▶ **Information**:
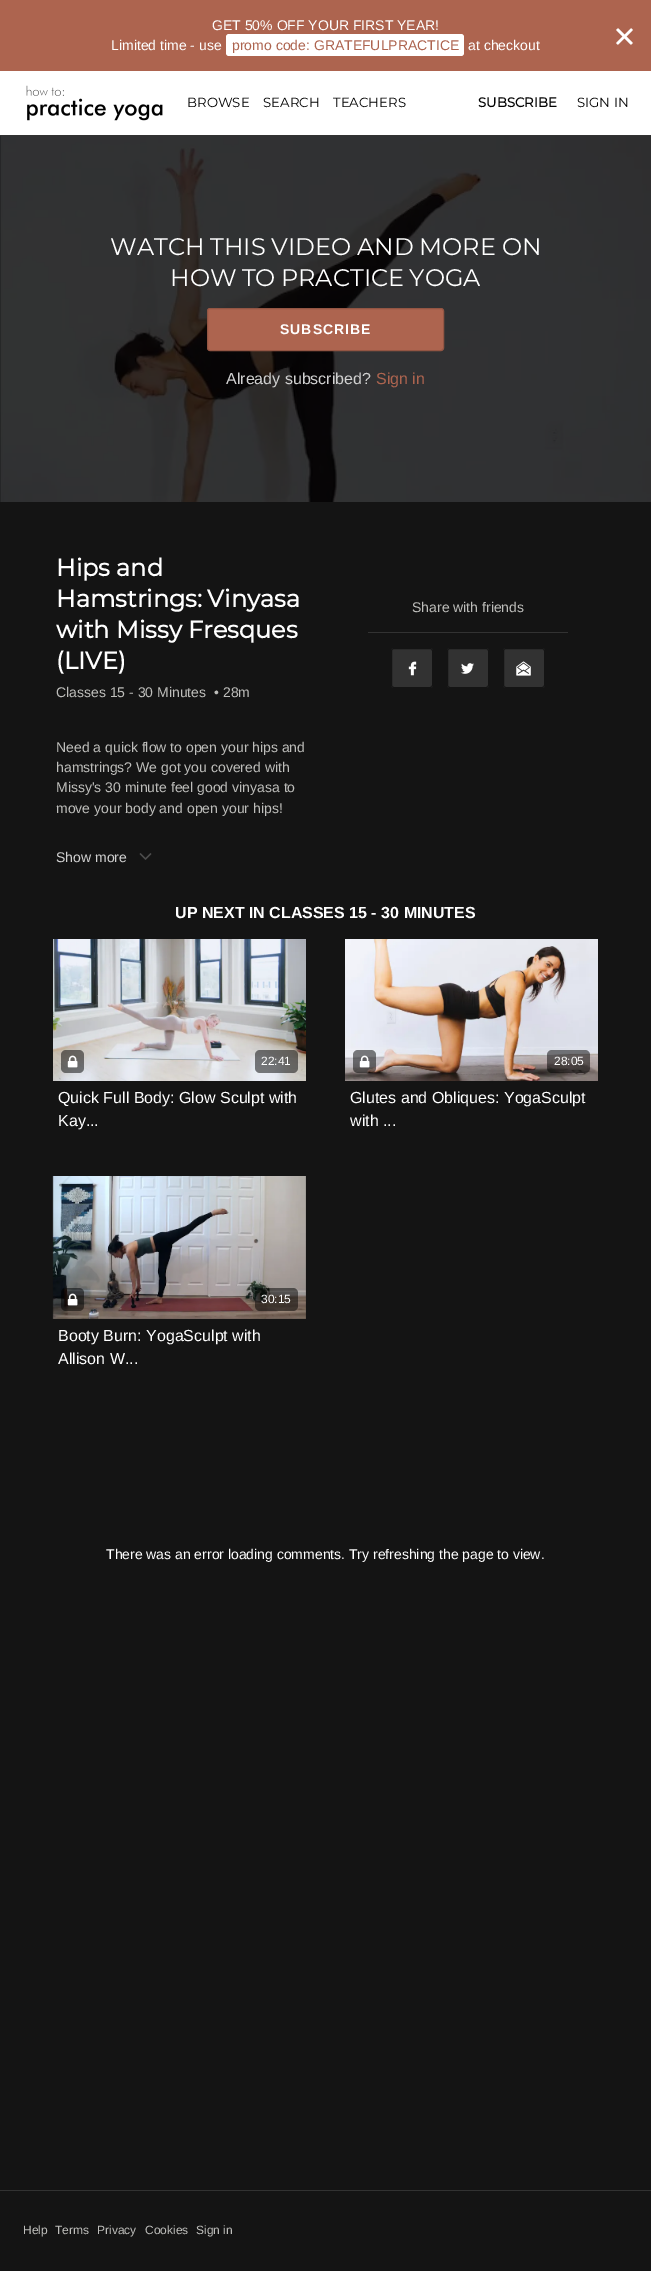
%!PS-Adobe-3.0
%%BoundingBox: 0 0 651 2271
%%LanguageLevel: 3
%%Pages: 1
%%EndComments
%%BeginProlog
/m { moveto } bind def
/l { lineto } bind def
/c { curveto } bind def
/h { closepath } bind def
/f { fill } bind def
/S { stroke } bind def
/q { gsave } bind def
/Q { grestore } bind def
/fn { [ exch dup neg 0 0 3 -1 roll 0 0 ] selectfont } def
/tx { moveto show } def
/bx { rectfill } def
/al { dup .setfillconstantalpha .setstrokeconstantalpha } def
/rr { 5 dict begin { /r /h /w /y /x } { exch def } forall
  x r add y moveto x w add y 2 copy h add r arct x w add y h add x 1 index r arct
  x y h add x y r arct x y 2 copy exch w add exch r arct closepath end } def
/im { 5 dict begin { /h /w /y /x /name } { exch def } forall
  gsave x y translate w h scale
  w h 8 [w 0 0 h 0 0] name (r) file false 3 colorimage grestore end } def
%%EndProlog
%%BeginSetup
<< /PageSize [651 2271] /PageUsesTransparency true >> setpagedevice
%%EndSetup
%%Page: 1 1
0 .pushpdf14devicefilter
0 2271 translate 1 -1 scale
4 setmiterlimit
0.078 setgray
0 0 651 2271 bx
0.678 0.392 0.31 setrgbcolor
0 0 651 71 bx
/LiberationSans-Regular 14 fn
1 setgray
(GET 50% OFF YOUR FIRST YEAR!) 212 30 tx
(Limited time - use) 111 50 tx
229 34 m 314 34 l 314 56 l 229 56 l 227.5 56 226 54.5 226 53 c 226 37 l 226 35.5 227.5 34 229 34 c h f
314 34 m 461 34 l 462.5 34 464 35.5 464 37 c 464 53 l 464 54.5 462.5 56 461 56 c 314 56 l h f
0.678 0.392 0.31 setrgbcolor
(promo code: GRATEFULPRACTICE) 232 50 tx
1 setgray
(at checkout) 468 50 tx
(image0.raw) 616 28 17 17 im
0 71 651 64 bx
0.196 setgray
0 135 651 1 bx
(image1.raw) 26 85 137 36 im
/Montserrat-Regular 13.25 fn
0.012 setgray
(BROWSE) 187 107 tx
(SEARCH) 263 107 tx
(TEACHERS) 333 107 tx
/Montserrat-Bold 13.25 fn
(SUBSCRIBE) 478 107 tx
/Montserrat-Regular 13.25 fn
(SIGN IN) 577 107 tx
(image2.raw) 0 136 651 366 im
/Montserrat-Regular 24 fn
1 setgray
110 255 m -0.5 0 32 (WATCH THIS VIDEO AND MORE ON) widthshow
170 286 m -1 0 32 (HOW TO PRACTICE YOGA) widthshow
0.678 0.392 0.31 setrgbcolor
207.5 308.5 236 42 2.5 rr q f Q
0.576 0.333 0.263 setrgbcolor
S
/LiberationSans-Bold 14 fn
1 setgray
280 334 m 1 0 (SUBSCRIBE) ashow
/LiberationSans-Regular 16 fn
0.82 setgray
(Already subscribed?) 226 384 tx
0.678 0.392 0.31 setrgbcolor
(Sign in) 376 384 tx
/Montserrat-Bold 24 fn
1 setgray
(Hips and) 56 576 tx
56 607 m -1 0 32 (Hamstrings: Vinyasa) widthshow
(with Missy Fresques) 56 638 tx
(\(LIVE\)) 56 669 tx
/LiberationSans-Regular 14 fn
0.745 0.745 0.733 setrgbcolor
(Classes 15 - 30 Minutes) 56 697 tx
(• 28m) 214 697 tx
(Need a quick flow to open your hips and) 56 752 tx
(hamstrings? We got you covered with) 56 772 tx
(Missy's 30 minute feel good vinyasa to) 56 792 tx
(move your body and open your hips!) 56 813 tx
0.82 setgray
(Show more) 56 862 tx
(image3.raw) 139 853 13 7 im
0.196 setgray
368 632 200 1 bx
0.745 0.745 0.733 setrgbcolor
(Share with friends) 412 612 tx
0.196 setgray
391 648 42 40 3 rr f
(image4.raw) 408 661 9 15 im
0.078 setgray
391.5 648.5 41 39 2.5 rr S
0.196 setgray
447 648 42 40 3 rr f
(image5.raw) 461 663 13 11 im
0.078 setgray
447.5 648.5 41 39 2.5 rr S
0.196 setgray
503 648 42 40 3 rr f
(image6.raw) 516 661 15 15 im
0.078 setgray
503.5 648.5 41 39 2.5 rr S
/LiberationSans-Bold 16 fn
1 setgray
(UP NEXT IN CLASSES 15 - 30 MINUTES) 175 918 tx
(image7.raw) 53 939 253 142 im
0.5 al
0 setgray
61 1050 23 23 5 rr f
1 al
(image8.raw) 67 1055 11 13 im
0.5 al
255 1050 43 23 5 rr f
/LiberationSans-Regular 12 fn
1 al
1 setgray
(22:41) 261 1065 tx
/LiberationSans-Regular 16 fn
(Quick Full Body: Glow Sculpt with) 58 1103 tx
(Kay...) 58 1126 tx
(image9.raw) 345 939 253 142 im
0.5 al
0 setgray
353 1050 23 23 5 rr f
1 al
(image10.raw) 359 1055 11 13 im
0.5 al
547 1050 43 23 5 rr f
/LiberationSans-Regular 12 fn
1 al
1 setgray
(28:05) 554 1065 tx
/LiberationSans-Regular 16 fn
(Glutes and Obliques: YogaSculpt) 350 1103 tx
(with ...) 350 1126 tx
(image11.raw) 52 1176 254 143 im
0.5 al
0 setgray
61 1288 23 23 5 rr f
1 al
(image12.raw) 67 1293 11 13 im
0.5 al
255 1288 43 23 5 rr f
/LiberationSans-Regular 12 fn
1 al
1 setgray
(30:15) 261 1303 tx
/LiberationSans-Regular 16 fn
(Booty Burn: YogaSculpt with) 58 1341 tx
(Allison W...) 58 1364 tx
/LiberationSans-Regular 14 fn
106 1559 m -0.1 0 32 (There was an error loading comments. Try refreshing the page to view.) widthshow
0.196 setgray
0 2190 651 1 bx
/LiberationSans-Regular 12 fn
0.745 0.745 0.733 setrgbcolor
(Help) 23 2234 tx
(Terms) 55 2234 tx
(Privacy) 97 2234 tx
(Cookies) 145 2234 tx
(Sign in) 196 2234 tx
.poppdf14devicefilter showpage
%%EOF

▶ **Assigned task**:
Look for the word "scale" in the data, then return every line that contains it.

▶ **Answer space**:
  gsave x y translate w h scale
0 2271 translate 1 -1 scale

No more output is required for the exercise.